§ **Provided material**:
☆ ☆ ☆

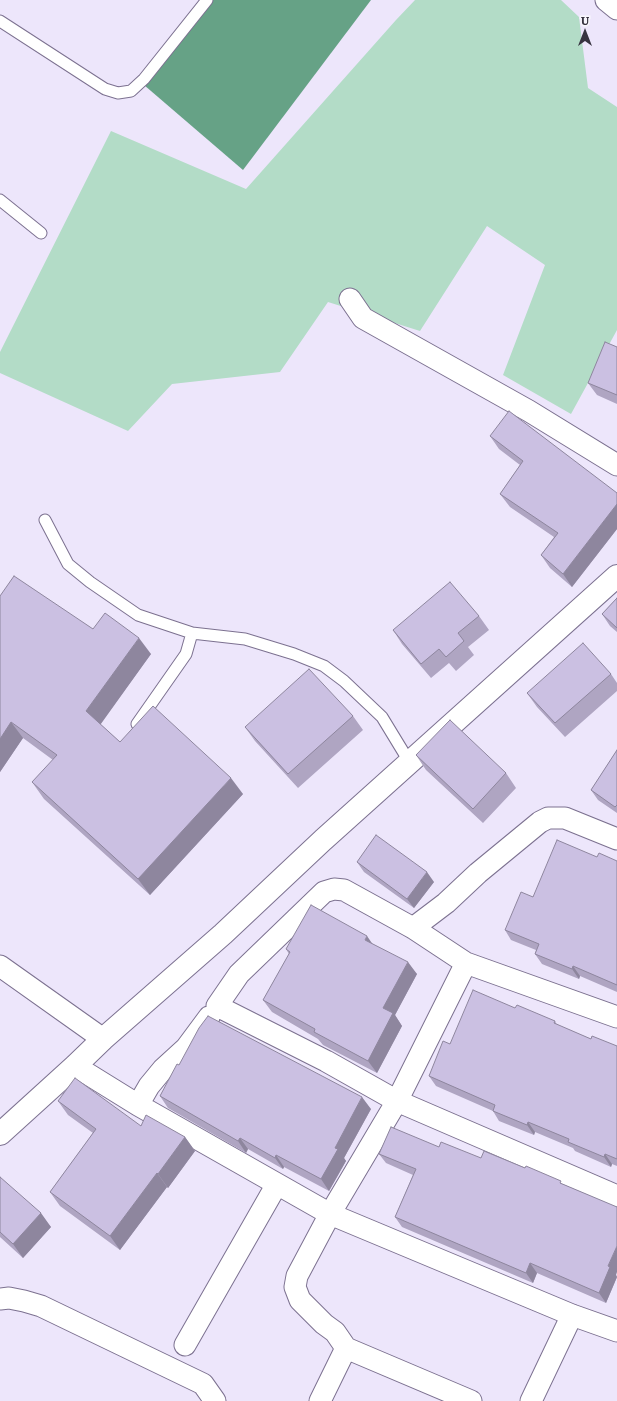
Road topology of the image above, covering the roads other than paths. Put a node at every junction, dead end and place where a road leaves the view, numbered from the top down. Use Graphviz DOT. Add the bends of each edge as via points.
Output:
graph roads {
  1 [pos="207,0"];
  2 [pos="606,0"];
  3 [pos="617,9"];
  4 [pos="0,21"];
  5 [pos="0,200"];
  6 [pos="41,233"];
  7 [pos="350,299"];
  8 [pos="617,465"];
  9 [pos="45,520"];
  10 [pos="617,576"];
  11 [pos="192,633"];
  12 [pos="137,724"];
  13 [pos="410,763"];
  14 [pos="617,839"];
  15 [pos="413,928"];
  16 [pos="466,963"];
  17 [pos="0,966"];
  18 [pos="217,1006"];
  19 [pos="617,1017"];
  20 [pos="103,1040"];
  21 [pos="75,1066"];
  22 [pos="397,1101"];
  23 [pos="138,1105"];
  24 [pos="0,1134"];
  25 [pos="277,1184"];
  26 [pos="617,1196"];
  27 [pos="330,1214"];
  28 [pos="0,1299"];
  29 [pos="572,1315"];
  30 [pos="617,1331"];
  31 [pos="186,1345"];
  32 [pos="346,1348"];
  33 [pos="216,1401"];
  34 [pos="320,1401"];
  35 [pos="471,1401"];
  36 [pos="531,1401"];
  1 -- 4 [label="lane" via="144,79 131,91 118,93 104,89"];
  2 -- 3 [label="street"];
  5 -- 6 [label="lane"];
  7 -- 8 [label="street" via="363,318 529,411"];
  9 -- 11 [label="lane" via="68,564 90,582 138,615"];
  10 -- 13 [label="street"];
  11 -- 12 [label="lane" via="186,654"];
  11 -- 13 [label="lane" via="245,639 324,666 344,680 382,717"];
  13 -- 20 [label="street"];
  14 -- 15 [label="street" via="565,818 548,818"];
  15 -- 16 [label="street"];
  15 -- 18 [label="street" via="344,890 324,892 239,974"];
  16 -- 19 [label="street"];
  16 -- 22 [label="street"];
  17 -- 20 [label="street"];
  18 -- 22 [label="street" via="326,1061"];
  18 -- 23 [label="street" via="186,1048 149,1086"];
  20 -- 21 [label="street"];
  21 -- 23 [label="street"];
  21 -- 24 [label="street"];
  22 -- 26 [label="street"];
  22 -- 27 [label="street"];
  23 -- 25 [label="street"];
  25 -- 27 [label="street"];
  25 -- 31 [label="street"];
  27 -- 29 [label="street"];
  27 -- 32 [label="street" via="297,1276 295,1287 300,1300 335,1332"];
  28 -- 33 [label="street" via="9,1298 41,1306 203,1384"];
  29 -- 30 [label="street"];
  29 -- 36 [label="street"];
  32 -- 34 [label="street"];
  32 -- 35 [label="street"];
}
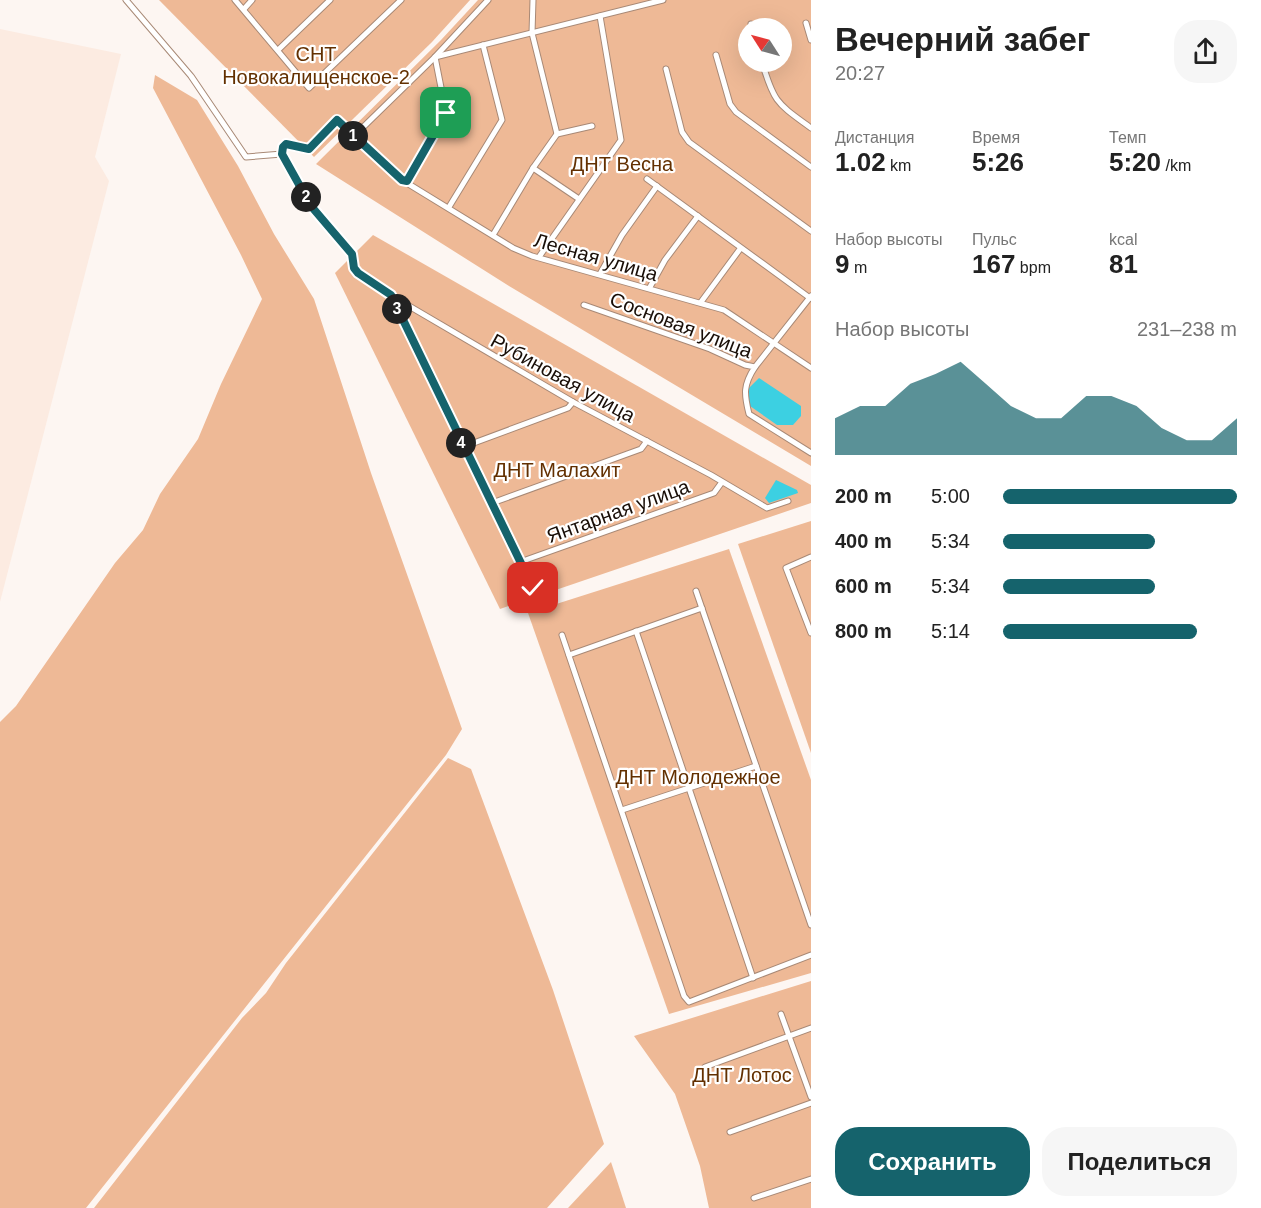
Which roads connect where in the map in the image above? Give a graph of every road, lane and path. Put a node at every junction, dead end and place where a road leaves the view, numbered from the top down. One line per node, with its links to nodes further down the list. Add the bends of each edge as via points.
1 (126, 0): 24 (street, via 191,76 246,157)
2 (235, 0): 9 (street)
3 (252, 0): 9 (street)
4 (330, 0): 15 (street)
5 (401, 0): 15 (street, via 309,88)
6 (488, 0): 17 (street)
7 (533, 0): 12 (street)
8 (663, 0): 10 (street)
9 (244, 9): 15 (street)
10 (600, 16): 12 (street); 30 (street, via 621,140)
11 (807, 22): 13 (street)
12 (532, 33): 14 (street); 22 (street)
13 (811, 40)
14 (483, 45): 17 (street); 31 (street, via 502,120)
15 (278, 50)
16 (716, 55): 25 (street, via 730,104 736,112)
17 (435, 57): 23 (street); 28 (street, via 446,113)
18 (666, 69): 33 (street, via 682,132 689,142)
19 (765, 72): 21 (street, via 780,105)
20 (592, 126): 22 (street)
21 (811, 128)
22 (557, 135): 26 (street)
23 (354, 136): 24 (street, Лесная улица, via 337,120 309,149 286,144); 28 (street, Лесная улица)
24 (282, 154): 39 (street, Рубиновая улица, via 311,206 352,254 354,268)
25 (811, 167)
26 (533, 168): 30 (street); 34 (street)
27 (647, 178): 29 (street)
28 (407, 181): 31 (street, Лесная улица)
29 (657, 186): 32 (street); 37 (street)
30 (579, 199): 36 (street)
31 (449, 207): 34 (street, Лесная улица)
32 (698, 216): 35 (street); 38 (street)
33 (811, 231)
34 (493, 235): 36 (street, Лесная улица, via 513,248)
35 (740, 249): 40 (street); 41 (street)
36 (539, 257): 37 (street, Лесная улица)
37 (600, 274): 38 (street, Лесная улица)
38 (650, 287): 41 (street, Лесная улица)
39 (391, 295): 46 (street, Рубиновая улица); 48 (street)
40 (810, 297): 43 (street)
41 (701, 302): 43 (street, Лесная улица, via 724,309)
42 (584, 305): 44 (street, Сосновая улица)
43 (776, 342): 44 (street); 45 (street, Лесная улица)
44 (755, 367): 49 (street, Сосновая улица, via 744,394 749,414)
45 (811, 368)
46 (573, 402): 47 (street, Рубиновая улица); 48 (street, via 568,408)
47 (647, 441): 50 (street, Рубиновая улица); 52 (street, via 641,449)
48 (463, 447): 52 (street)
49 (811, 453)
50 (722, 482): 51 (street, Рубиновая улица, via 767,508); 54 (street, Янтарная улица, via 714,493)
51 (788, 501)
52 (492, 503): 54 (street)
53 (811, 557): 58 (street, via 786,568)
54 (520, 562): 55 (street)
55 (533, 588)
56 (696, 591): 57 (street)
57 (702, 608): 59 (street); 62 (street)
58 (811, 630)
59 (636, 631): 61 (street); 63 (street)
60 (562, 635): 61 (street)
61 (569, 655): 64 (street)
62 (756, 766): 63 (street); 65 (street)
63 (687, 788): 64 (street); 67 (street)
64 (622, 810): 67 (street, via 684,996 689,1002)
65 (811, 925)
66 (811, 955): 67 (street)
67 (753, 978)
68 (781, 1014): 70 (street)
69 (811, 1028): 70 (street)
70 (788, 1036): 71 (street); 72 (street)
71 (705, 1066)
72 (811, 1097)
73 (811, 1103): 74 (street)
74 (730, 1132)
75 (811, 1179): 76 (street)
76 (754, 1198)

☆ ☆ ☆

§ **Task directions**: All the lines above are to be reproduced exactly, except the pictures.

§ **Your response**:
Road topology of the image above, covering the roads other than paths. Put a node at every junction, dead end and place where a road leaves the view, numbered from the top down. Use Graphviz DOT. Add the bends of each edge as via points.
Output:
graph roads {
  1 [pos="207,0"];
  2 [pos="606,0"];
  3 [pos="617,9"];
  4 [pos="0,21"];
  5 [pos="0,200"];
  6 [pos="41,233"];
  7 [pos="350,299"];
  8 [pos="617,465"];
  9 [pos="45,520"];
  10 [pos="617,576"];
  11 [pos="192,633"];
  12 [pos="137,724"];
  13 [pos="410,763"];
  14 [pos="617,839"];
  15 [pos="413,928"];
  16 [pos="466,963"];
  17 [pos="0,966"];
  18 [pos="217,1006"];
  19 [pos="617,1017"];
  20 [pos="103,1040"];
  21 [pos="75,1066"];
  22 [pos="397,1101"];
  23 [pos="138,1105"];
  24 [pos="0,1134"];
  25 [pos="277,1184"];
  26 [pos="617,1196"];
  27 [pos="330,1214"];
  28 [pos="0,1299"];
  29 [pos="572,1315"];
  30 [pos="617,1331"];
  31 [pos="186,1345"];
  32 [pos="346,1348"];
  33 [pos="216,1401"];
  34 [pos="320,1401"];
  35 [pos="471,1401"];
  36 [pos="531,1401"];
  1 -- 4 [label="lane" via="144,79 131,91 118,93 104,89"];
  2 -- 3 [label="street"];
  5 -- 6 [label="lane"];
  7 -- 8 [label="street" via="363,318 529,411"];
  9 -- 11 [label="lane" via="68,564 90,582 138,615"];
  10 -- 13 [label="street"];
  11 -- 12 [label="lane" via="186,654"];
  11 -- 13 [label="lane" via="245,639 324,666 344,680 382,717"];
  13 -- 20 [label="street"];
  14 -- 15 [label="street" via="565,818 548,818"];
  15 -- 16 [label="street"];
  15 -- 18 [label="street" via="344,890 324,892 239,974"];
  16 -- 19 [label="street"];
  16 -- 22 [label="street"];
  17 -- 20 [label="street"];
  18 -- 22 [label="street" via="326,1061"];
  18 -- 23 [label="street" via="186,1048 149,1086"];
  20 -- 21 [label="street"];
  21 -- 23 [label="street"];
  21 -- 24 [label="street"];
  22 -- 26 [label="street"];
  22 -- 27 [label="street"];
  23 -- 25 [label="street"];
  25 -- 27 [label="street"];
  25 -- 31 [label="street"];
  27 -- 29 [label="street"];
  27 -- 32 [label="street" via="297,1276 295,1287 300,1300 335,1332"];
  28 -- 33 [label="street" via="9,1298 41,1306 203,1384"];
  29 -- 30 [label="street"];
  29 -- 36 [label="street"];
  32 -- 34 [label="street"];
  32 -- 35 [label="street"];
}
Which roads connect where in the map in the image above? Give a graph of every road, lane and path. Put a node at every junction, dead end and place where a road leaves the view, numbered from the top down. One line per node, with its links to nodes further down the list. Add the bends of each edge as via points.
1 (126, 0): 24 (street, via 191,76 246,157)
2 (235, 0): 9 (street)
3 (252, 0): 9 (street)
4 (330, 0): 15 (street)
5 (401, 0): 15 (street, via 309,88)
6 (488, 0): 17 (street)
7 (533, 0): 12 (street)
8 (663, 0): 10 (street)
9 (244, 9): 15 (street)
10 (600, 16): 12 (street); 30 (street, via 621,140)
11 (807, 22): 13 (street)
12 (532, 33): 14 (street); 22 (street)
13 (811, 40)
14 (483, 45): 17 (street); 31 (street, via 502,120)
15 (278, 50)
16 (716, 55): 25 (street, via 730,104 736,112)
17 (435, 57): 23 (street); 28 (street, via 446,113)
18 (666, 69): 33 (street, via 682,132 689,142)
19 (765, 72): 21 (street, via 780,105)
20 (592, 126): 22 (street)
21 (811, 128)
22 (557, 135): 26 (street)
23 (354, 136): 24 (street, Лесная улица, via 337,120 309,149 286,144); 28 (street, Лесная улица)
24 (282, 154): 39 (street, Рубиновая улица, via 311,206 352,254 354,268)
25 (811, 167)
26 (533, 168): 30 (street); 34 (street)
27 (647, 178): 29 (street)
28 (407, 181): 31 (street, Лесная улица)
29 (657, 186): 32 (street); 37 (street)
30 (579, 199): 36 (street)
31 (449, 207): 34 (street, Лесная улица)
32 (698, 216): 35 (street); 38 (street)
33 (811, 231)
34 (493, 235): 36 (street, Лесная улица, via 513,248)
35 (740, 249): 40 (street); 41 (street)
36 (539, 257): 37 (street, Лесная улица)
37 (600, 274): 38 (street, Лесная улица)
38 (650, 287): 41 (street, Лесная улица)
39 (391, 295): 46 (street, Рубиновая улица); 48 (street)
40 (810, 297): 43 (street)
41 (701, 302): 43 (street, Лесная улица, via 724,309)
42 (584, 305): 44 (street, Сосновая улица)
43 (776, 342): 44 (street); 45 (street, Лесная улица)
44 (755, 367): 49 (street, Сосновая улица, via 744,394 749,414)
45 (811, 368)
46 (573, 402): 47 (street, Рубиновая улица); 48 (street, via 568,408)
47 (647, 441): 50 (street, Рубиновая улица); 52 (street, via 641,449)
48 (463, 447): 52 (street)
49 (811, 453)
50 (722, 482): 51 (street, Рубиновая улица, via 767,508); 54 (street, Янтарная улица, via 714,493)
51 (788, 501)
52 (492, 503): 54 (street)
53 (811, 557): 58 (street, via 786,568)
54 (520, 562): 55 (street)
55 (533, 588)
56 (696, 591): 57 (street)
57 (702, 608): 59 (street); 62 (street)
58 (811, 630)
59 (636, 631): 61 (street); 63 (street)
60 (562, 635): 61 (street)
61 (569, 655): 64 (street)
62 (756, 766): 63 (street); 65 (street)
63 (687, 788): 64 (street); 67 (street)
64 (622, 810): 67 (street, via 684,996 689,1002)
65 (811, 925)
66 (811, 955): 67 (street)
67 (753, 978)
68 (781, 1014): 70 (street)
69 (811, 1028): 70 (street)
70 (788, 1036): 71 (street); 72 (street)
71 (705, 1066)
72 (811, 1097)
73 (811, 1103): 74 (street)
74 (730, 1132)
75 (811, 1179): 76 (street)
76 (754, 1198)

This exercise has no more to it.